Die Elfenbeinküste (amtlicher Name: deutsch Republik Côte d’Ivoire; französisch République de Côte d’Ivoire) ist ein Staat in Westafrika. Er grenzt an Liberia, Guinea, Mali, Burkina Faso und Ghana und im Süden an den Atlantischen Ozean.

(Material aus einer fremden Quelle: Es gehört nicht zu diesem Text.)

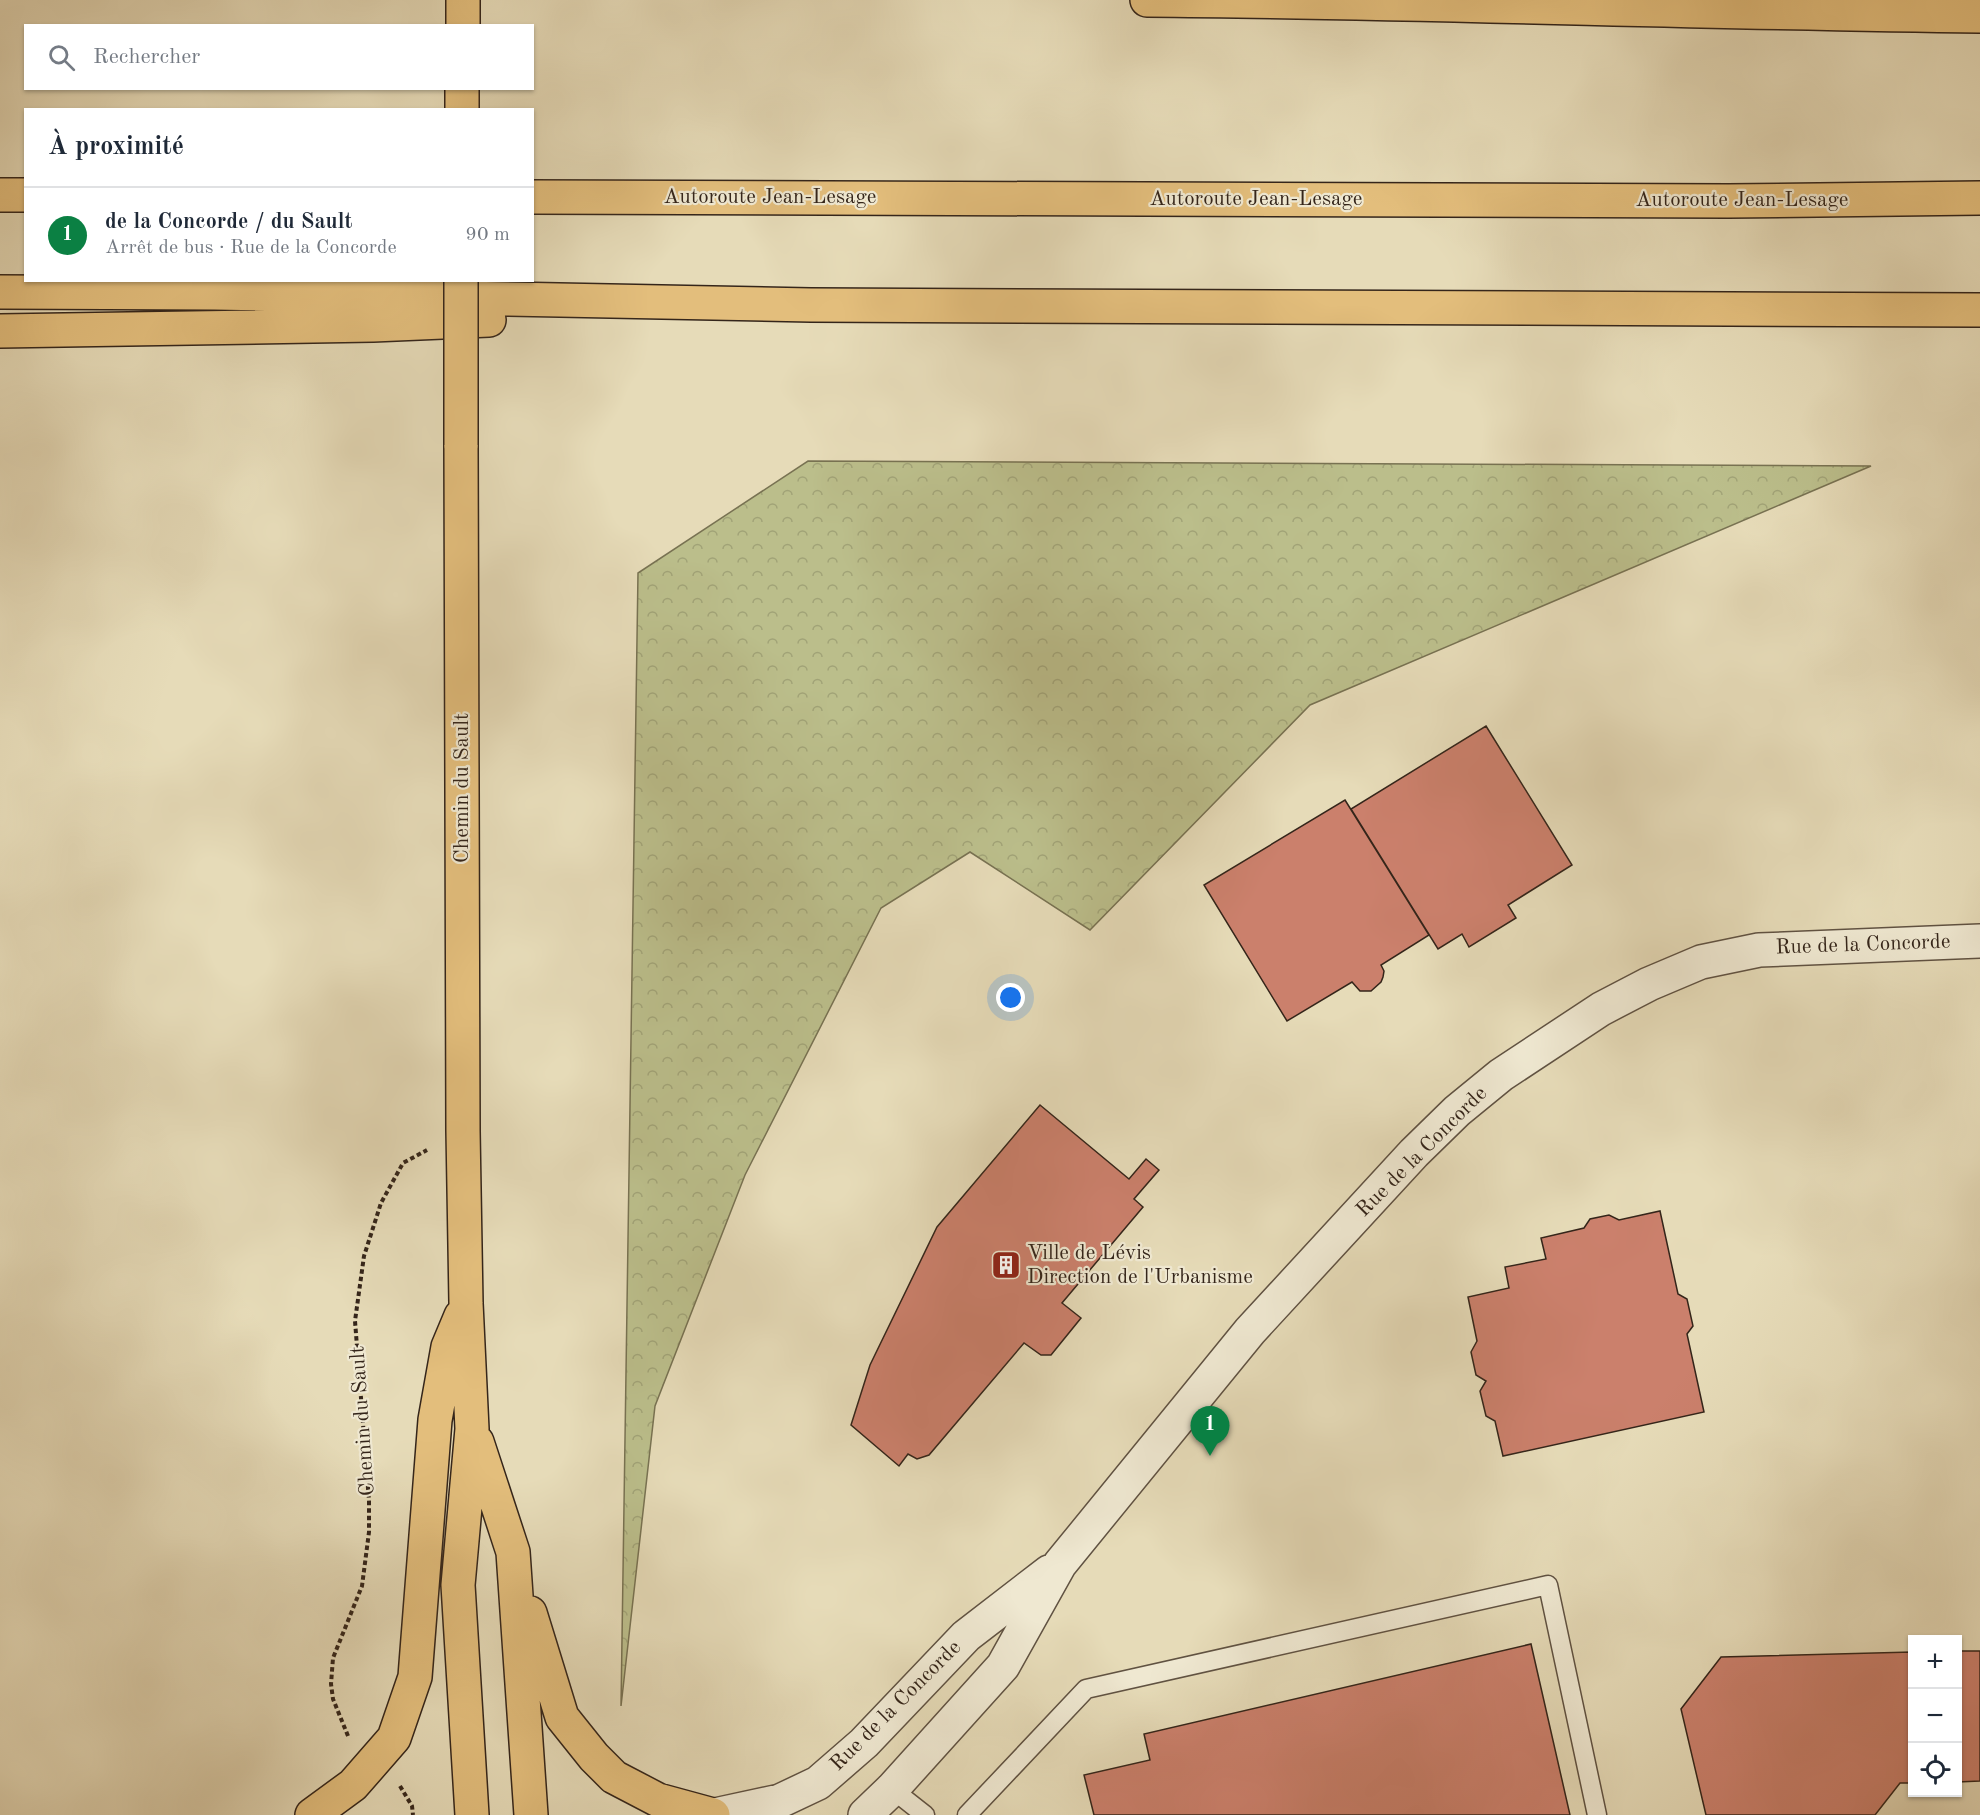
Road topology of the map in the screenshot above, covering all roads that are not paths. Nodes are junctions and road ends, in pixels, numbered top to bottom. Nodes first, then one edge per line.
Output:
1 (463, 0) edge
2 (1146, 0) edge
3 (1365, 0) edge
4 (1326, 2) junction
5 (1980, 16) edge
6 (463, 24) edge
7 (462, 90) edge
8 (462, 108) edge
9 (0, 195) edge
10 (24, 195) edge
11 (534, 197) edge
12 (1980, 198) edge
13 (461, 282) edge
14 (0, 292) edge
15 (811, 305) junction
16 (1980, 310) edge
17 (0, 331) edge
18 (1980, 941) edge
19 (466, 1304) junction
20 (472, 1429) junction
21 (513, 1552) junction
22 (1060, 1564) junction
23 (892, 1789) junction
24 (312, 1815) edge
25 (472, 1815) edge
26 (531, 1815) edge
27 (714, 1815) edge
28 (865, 1815) edge
29 (925, 1815) edge
30 (967, 1815) edge
31 (1597, 1815) edge

1 - 6 main road
2 - 4 main road
3 - 4 main road
4 - 5 main road
7 - 8 main road
9 - 10 main road
11 - 12 main road, Autoroute Jean-Lesage
13 - 19 main road, Chemin du Sault, bridge
14 - 15 main road
15 - 16 main road
15 - 17 main road
18 - 22 street, Rue de la Concorde
19 - 20 main road, Chemin du Sault
19 - 24 main road
20 - 21 main road, Chemin du Sault
20 - 25 main road, Chemin du Sault
21 - 26 main road, Chemin du Sault
21 - 27 main road
22 - 23 street, Rue de la Concorde
22 - 27 street, Rue de la Concorde
23 - 28 street, Rue de la Concorde
23 - 29 lane
30 - 31 lane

Das Land, das am 7. August 1960 die Unabhängigkeit von Frankreich erlangte, war jahrzehntelang politisch stabil und wurde durch die Einheitspartei PDCI (Parti Démocratique de Côte d’Ivoire) des damaligen Präsidenten Houphouët-Boigny regiert. Exporterlöse aus Kakao und Kaffee garantierten einen relativen Wohlstand. Innere Spannungen führten 1990 zum Ende der PDCI-Herrschaft und zusammen mit wirtschaftlichen Schwierigkeiten nach dem Verfall der Kakaopreise gipfelten die Konflikte in einen bürgerkriegsähnlichen Zustand, der das Land 2002 in zwei Teile zerriss. Seit dem Friedensvertrag von 2007 wird an der Versöhnung und Wiedervereinigung der Elfenbeinküste gearbeitet. Im Entwicklungsindex der Vereinten Nationen steht die Elfenbeinküste im Jahr 2011 auf Platz 170 von 187.

Seit 1983 ist Yamoussoukro die offizielle Hauptstadt, die frühere Hauptstadt Abidjan stellt aber weiterhin das wirtschaftliche und politische Zentrum des Landes dar.